Apparently unsafe memory reading and/or input implementation

[doityourself]

Where did you learn that they're scanning device drivers?

They can, they do and they will extend that in future for sure. Don't even think about being safe just because you wrote your own driver and working in kernel mode. There are several ways (with some limitations of course) to detect them. Same for working with hypervisors

[Hazzbazzy]

Blizzard can/could tell (assuming you're using Windows 10) what type of input you're sending to the process.
GetCurrentInputMessageSource function (winuser.h) - Win32 apps | Microsoft Docs

PostMessage, SendMessage, SendInput (self-signed, or unsigned) all come up as injected.

[zakkord]

@zakkord I bet there are "detections", remember the latest times of hb when you could run the bot for 5 min then close it and then get a ban some weeks later.
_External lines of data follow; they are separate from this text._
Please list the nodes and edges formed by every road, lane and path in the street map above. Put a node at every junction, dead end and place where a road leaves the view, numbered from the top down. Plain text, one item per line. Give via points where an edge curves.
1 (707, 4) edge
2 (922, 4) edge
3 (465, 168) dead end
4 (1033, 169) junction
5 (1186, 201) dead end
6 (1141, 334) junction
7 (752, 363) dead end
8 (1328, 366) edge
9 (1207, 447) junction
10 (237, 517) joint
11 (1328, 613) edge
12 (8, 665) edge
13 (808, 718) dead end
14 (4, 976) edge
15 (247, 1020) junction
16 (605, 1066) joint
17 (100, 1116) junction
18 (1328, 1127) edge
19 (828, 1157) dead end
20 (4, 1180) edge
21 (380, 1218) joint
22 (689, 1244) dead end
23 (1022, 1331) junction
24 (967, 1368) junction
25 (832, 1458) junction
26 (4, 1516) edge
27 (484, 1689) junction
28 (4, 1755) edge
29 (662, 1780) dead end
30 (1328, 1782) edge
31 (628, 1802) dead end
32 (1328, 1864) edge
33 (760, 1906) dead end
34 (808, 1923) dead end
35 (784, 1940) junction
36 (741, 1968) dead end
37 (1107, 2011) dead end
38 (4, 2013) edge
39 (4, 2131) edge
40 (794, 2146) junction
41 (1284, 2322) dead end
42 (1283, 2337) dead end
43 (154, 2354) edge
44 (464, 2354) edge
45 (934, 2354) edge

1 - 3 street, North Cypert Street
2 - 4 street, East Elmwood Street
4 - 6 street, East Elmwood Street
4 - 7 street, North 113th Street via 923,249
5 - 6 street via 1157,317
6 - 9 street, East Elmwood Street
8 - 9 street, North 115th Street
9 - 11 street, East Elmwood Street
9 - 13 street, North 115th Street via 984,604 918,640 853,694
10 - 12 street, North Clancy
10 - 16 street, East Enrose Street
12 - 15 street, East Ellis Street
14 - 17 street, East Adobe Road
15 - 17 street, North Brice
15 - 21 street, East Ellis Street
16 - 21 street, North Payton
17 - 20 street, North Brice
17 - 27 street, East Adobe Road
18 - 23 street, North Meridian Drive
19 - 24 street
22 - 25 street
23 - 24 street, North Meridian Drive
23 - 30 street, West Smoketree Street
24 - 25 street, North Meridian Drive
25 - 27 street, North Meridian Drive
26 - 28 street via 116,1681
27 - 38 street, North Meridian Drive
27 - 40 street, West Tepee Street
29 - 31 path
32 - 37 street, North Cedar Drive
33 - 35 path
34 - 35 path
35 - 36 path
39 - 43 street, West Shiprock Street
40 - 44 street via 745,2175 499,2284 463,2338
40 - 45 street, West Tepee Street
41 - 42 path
HB detections were all targeted.

Blizzard has never banned anyone for simply sending inputs, and they never had "LCP detection".

[SailorMars]

As long as you dont do any special counter measures, all of your listed win32 api calls are easily detected.

* OpenHandle: You can easily get a list of open handles to a process. While this is not an immediate give-away (a lot of services open handles to other processes), its a starting point for blizzard.
* Read/WriteProcessMemory: Not as easy to detect, but not really hard either. Still a candidate for False-Positives since genuine apps might use this to inject their payload into running processes.

Just wondering how an anti-cheat detect RPM in general. I know that it is possible to detect i) open handle ii) trap pages (pages not yet allocated at first but being allocated after a RPM). Are there any other methods to indicate an external process is specifically doing RPM? Assuming it is careful enough not to touch the trap pages.